It was a delight to pull up in the troopie and see some familiar faces like Lizzie and Teresa, and to be introduced to a whole host of family members. Anmatyerre and Alyawarre language was flowing as everyone caught up.
Teresa took us on a tour of Atnwengerrp outstation – as well as a great artist, Teresa has served on the Board of the Urapuntja Council Aboriginal Corporation for the last 15 years, and she was eager to highlight the improvements that had been made in Atnwengerrp. The Urapuntja Council Aboriginal Corporation is the administrative body responsible for service delivery to the Anmatyerre and Alyawarra speaking people who live on the Angarapa and Alyawarra Land Trusts, covering some 3,230 square kilometers. Teresa is now the vice-chairman of the Urapuntja Council, which is hugely rewarding, but due to her many commitments she has had limited time to devote to her artwork. Teresa showed us some artworks she had been working on in her limited spare time and they are spectacular – make sure you keep an eye on our newest artworks page for when they arrive in the gallery!
Teresa then took us to meet three esteemed elders and legendary artists, Galya, Molly and Emily Pwerle. Three sisters and matriarchs who witnessed their late sister, Minnie Pwerle, skyrocket to dizzying heights of the contemporary Australian art scene, and now paint in their own right on country – rarely leaving their home for the ‘big smoke’ of Alice Springs.
Despite Galya and Emily being in their 80s, and Molly in her 90s, they walked up unaided to meet us and took great delight when we asked if we could take some photos (Molly LOVES the camera!). What struck me was the pure, unadulterated happiness and openness with which we were met. Despite living in one of the most remote places in Australia, it appeared the sisters’ health, happiness and overall wellbeing surpassed many people their age in Alice Springs, or Sydney for that matter.
After a quick lunch Barbara was ready to hit the road again – she had many other outstations she wanted to visit that day and unlike us, she knew what the road conditions would be like ahead! We waved good bye and continued on to Rocket Range.
At Rocket Range we were able to witness Angelina Ngale painting – on country and surrounded by family. For me, it highlighted the artmaking practice employed by many Indigenous Australian artists, which is in stark contrast to the western notion of the artist secluded in their studio, removed from the distractions of the outside world. For Angelina, creative expression occurred while life continued all around her; siblings sharing stories, children playing, dogs wanting to cuddle up close (sometimes too close and stepping on the canvas, which was met with a ferocious yell from all of the ladies). Art and life are inextricably linked.

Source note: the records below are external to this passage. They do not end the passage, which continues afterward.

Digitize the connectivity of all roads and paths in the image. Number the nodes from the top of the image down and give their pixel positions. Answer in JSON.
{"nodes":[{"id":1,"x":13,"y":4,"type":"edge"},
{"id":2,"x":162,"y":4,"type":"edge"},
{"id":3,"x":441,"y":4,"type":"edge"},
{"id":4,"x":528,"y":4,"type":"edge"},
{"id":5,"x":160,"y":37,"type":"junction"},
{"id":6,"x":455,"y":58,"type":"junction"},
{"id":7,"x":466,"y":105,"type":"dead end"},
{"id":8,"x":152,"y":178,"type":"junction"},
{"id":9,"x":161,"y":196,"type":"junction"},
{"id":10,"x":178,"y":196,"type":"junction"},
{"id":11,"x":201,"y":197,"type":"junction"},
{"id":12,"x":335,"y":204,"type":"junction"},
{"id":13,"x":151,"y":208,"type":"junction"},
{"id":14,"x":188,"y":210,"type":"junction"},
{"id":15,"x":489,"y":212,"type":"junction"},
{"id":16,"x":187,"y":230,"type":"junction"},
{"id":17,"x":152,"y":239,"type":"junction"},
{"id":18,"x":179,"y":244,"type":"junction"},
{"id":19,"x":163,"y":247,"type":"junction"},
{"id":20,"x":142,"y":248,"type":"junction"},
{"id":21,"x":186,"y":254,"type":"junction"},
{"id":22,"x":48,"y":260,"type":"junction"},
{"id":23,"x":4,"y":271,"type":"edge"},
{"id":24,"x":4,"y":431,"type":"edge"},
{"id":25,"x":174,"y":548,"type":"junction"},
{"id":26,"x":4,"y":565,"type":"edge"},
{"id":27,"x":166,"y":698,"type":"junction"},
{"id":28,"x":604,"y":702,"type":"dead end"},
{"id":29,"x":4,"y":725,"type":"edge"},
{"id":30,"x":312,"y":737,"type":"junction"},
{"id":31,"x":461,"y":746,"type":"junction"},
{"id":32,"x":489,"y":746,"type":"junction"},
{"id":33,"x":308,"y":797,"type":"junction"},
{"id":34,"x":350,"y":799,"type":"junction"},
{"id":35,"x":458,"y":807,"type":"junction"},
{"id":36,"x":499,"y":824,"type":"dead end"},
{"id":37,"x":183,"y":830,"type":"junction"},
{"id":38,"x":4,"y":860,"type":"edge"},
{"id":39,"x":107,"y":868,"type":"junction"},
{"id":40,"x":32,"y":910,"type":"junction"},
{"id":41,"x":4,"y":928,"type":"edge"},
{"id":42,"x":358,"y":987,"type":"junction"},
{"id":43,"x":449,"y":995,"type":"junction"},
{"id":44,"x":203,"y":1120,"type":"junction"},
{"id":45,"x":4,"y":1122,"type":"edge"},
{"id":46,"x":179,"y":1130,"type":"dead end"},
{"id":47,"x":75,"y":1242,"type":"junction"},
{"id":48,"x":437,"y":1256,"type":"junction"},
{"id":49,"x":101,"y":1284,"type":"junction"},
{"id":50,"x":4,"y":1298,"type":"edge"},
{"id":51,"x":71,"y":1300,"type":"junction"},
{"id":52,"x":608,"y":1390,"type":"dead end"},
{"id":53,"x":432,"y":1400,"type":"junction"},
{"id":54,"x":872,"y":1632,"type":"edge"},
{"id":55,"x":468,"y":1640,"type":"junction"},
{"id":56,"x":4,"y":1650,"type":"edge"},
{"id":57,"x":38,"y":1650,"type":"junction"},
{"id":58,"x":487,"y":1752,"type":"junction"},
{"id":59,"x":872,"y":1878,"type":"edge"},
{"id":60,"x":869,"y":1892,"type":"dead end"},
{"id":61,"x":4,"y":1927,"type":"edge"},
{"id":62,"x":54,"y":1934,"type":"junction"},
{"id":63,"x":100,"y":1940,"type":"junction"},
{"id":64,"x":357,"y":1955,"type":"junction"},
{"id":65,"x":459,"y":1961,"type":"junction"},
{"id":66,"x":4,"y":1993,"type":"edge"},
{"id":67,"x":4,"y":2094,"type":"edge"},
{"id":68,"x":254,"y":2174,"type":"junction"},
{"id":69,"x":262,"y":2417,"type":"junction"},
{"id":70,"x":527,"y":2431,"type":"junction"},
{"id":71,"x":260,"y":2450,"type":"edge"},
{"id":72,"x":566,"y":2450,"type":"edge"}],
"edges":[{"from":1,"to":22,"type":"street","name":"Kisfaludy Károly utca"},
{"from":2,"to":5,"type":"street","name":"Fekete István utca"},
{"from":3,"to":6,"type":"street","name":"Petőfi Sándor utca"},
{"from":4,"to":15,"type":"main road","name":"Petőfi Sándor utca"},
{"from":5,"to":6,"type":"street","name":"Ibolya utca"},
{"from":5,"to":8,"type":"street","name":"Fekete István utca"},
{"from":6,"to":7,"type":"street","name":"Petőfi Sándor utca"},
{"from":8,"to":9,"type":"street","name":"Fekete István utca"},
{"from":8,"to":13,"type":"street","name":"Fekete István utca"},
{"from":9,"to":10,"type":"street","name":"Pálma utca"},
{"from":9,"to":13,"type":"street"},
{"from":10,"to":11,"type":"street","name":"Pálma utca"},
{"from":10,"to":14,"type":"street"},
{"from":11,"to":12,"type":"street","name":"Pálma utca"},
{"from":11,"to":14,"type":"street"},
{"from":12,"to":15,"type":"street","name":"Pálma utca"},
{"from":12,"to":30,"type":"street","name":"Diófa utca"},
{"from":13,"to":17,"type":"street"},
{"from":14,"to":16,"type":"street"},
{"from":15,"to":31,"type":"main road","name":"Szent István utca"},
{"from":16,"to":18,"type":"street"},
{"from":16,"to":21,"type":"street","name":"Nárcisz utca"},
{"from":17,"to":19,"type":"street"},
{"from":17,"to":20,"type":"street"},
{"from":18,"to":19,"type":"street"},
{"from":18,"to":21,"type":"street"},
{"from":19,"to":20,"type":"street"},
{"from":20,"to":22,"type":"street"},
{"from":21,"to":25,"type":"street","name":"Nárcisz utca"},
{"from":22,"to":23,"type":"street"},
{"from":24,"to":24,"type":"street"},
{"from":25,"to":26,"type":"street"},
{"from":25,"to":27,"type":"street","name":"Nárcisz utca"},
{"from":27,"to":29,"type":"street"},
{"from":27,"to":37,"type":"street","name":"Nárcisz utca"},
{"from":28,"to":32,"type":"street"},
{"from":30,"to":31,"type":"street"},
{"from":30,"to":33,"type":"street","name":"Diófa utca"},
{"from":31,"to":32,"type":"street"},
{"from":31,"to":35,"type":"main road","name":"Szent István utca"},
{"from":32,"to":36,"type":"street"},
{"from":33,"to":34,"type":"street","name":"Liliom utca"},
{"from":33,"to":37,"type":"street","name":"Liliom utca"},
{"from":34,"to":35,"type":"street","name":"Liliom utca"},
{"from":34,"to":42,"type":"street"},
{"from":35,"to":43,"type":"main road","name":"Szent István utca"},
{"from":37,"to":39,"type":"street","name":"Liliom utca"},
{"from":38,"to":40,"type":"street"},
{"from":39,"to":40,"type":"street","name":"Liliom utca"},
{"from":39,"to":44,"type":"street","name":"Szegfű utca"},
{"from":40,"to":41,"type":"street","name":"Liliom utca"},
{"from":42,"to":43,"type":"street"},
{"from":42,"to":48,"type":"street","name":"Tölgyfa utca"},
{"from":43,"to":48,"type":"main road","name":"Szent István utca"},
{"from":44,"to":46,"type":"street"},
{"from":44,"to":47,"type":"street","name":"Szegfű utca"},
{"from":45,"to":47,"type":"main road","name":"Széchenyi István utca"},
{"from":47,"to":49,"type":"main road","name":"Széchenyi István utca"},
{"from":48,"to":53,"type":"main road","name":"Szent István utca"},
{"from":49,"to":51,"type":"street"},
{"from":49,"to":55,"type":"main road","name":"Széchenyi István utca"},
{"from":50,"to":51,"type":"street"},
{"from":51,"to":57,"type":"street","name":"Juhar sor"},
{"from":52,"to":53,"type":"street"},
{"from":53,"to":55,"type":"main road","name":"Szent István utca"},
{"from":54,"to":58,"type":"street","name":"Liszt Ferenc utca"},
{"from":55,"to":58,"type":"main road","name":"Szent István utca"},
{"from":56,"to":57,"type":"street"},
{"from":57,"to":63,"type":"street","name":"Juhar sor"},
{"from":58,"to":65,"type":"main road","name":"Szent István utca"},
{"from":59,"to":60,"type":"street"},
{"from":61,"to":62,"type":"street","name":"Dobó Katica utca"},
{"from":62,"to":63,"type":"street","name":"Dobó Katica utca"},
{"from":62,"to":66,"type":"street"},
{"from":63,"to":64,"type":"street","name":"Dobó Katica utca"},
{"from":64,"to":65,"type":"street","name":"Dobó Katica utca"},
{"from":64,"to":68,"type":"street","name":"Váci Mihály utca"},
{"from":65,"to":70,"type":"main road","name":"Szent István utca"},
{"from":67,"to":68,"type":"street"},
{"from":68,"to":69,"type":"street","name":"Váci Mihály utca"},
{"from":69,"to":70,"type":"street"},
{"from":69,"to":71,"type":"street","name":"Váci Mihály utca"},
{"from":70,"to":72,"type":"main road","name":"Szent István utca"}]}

We also had a chance meeting with nephew of ‘the batik man’. Batik is traditionally a women's art form in other countries, and is a method of decorating cloth by applying designs in hot wax to the fabric followed by dyes.
In 1978 the women had learned the art of batik as a means to establish a source of income in preparation for the land claim hearing. The 1978 Utopia Batik Art Program was the first art program in Utopia and participants included Emily Kame Kngwarreye, Lena Pwerle and the Petyarre Sisters: Kathleen, Violet, Gloria, Nancy, Myrtle and Ada, as well as one man, Lindsay Bird Mpetyane.
The Utopia batiks soon gained recognition for their distinctive artistic statements, showcasing an intuitive sense of movement, composition and colour. Art collectors took notice and by 1981 Utopia batiks were exhibited at the Adelaide Art Festival in a major event titled “Floating Forests of Silk: Utopia Batik from the Desert”. By the late 1980s the artists moved to the painting medium and, as they say, ‘the rest is history’.
The Batik Mans’ family has kept close ties to the people of Utopia, and we found out he was to be the lucky recipient of Angelina's recent creation!
After some time catching up and having a yarn Barbara was itching to get on the road again – still so many more places and people to meet and half the day was already over.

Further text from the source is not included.